▶ **EXTRACTED DATA**
☆ ☆ ☆ ☆ ☆ ☆ ☆

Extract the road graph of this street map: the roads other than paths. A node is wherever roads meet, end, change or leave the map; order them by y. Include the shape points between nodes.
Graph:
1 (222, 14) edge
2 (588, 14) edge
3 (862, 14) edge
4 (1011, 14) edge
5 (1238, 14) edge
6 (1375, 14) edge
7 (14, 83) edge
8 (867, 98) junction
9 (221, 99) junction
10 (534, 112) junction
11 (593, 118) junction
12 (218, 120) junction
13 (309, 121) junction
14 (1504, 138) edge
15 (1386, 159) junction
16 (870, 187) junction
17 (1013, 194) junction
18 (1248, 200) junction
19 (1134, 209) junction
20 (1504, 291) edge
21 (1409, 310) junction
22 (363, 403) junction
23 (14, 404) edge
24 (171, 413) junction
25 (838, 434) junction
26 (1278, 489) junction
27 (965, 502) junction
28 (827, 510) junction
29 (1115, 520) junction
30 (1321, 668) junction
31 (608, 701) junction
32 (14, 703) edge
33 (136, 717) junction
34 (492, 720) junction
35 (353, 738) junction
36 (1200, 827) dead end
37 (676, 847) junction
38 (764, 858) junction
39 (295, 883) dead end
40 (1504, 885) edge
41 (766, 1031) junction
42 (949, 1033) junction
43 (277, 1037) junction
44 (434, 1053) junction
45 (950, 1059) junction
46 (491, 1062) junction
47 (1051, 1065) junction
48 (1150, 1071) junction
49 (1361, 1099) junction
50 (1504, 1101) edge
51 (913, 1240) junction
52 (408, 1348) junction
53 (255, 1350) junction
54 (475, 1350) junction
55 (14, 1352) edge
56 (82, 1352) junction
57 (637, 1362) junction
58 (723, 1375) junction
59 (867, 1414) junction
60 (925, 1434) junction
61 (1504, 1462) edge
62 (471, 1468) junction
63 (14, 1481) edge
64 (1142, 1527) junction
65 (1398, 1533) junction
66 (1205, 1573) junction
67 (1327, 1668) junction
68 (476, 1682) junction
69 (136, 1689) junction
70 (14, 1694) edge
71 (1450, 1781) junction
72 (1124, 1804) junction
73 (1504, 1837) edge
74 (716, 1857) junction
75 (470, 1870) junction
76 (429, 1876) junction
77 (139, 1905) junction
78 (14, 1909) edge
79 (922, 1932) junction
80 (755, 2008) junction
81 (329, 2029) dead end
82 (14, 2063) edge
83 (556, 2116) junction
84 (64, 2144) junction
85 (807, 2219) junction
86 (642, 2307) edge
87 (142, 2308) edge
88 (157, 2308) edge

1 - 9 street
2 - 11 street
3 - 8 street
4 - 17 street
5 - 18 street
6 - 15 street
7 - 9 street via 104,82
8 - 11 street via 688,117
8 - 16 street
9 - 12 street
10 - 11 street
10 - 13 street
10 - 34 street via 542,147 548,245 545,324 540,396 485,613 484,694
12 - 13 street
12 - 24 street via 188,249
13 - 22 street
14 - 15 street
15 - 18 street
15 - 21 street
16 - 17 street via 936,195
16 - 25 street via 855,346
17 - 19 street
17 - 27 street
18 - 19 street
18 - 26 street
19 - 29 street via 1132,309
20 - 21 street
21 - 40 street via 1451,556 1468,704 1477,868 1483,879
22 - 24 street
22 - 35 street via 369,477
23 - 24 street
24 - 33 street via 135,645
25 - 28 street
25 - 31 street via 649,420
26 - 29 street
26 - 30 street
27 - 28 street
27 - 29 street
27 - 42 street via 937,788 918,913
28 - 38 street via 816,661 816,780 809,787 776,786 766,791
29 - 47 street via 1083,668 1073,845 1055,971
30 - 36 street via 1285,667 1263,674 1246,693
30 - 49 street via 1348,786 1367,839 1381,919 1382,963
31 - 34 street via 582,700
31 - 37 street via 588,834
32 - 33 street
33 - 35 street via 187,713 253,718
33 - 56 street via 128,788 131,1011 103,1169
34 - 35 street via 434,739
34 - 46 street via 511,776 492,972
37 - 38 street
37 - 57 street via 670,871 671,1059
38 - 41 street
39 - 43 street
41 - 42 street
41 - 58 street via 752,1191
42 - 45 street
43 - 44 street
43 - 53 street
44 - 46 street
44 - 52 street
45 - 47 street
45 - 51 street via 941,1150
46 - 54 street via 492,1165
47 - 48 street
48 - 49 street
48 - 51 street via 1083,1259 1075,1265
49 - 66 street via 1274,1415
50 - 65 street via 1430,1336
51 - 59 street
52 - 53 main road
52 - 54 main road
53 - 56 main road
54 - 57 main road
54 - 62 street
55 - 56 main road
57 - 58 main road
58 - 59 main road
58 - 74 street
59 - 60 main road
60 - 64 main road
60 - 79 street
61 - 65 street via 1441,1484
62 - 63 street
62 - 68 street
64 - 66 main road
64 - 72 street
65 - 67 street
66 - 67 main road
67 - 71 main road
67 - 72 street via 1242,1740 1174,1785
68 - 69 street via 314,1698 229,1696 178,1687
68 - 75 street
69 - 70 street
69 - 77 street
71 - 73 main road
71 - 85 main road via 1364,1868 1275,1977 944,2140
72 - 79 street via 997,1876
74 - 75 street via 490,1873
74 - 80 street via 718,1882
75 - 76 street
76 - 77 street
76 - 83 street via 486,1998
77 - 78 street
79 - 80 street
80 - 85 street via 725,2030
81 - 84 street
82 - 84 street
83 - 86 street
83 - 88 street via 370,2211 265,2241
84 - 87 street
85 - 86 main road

☆ ☆ ☆ ☆ ☆ ☆ ☆

▶ **EXERCISE**
Tally up the lines in the preceding listing that contain the string "dead". Respond with the number and nothing else.

▶ **TASK OUTPUT**
3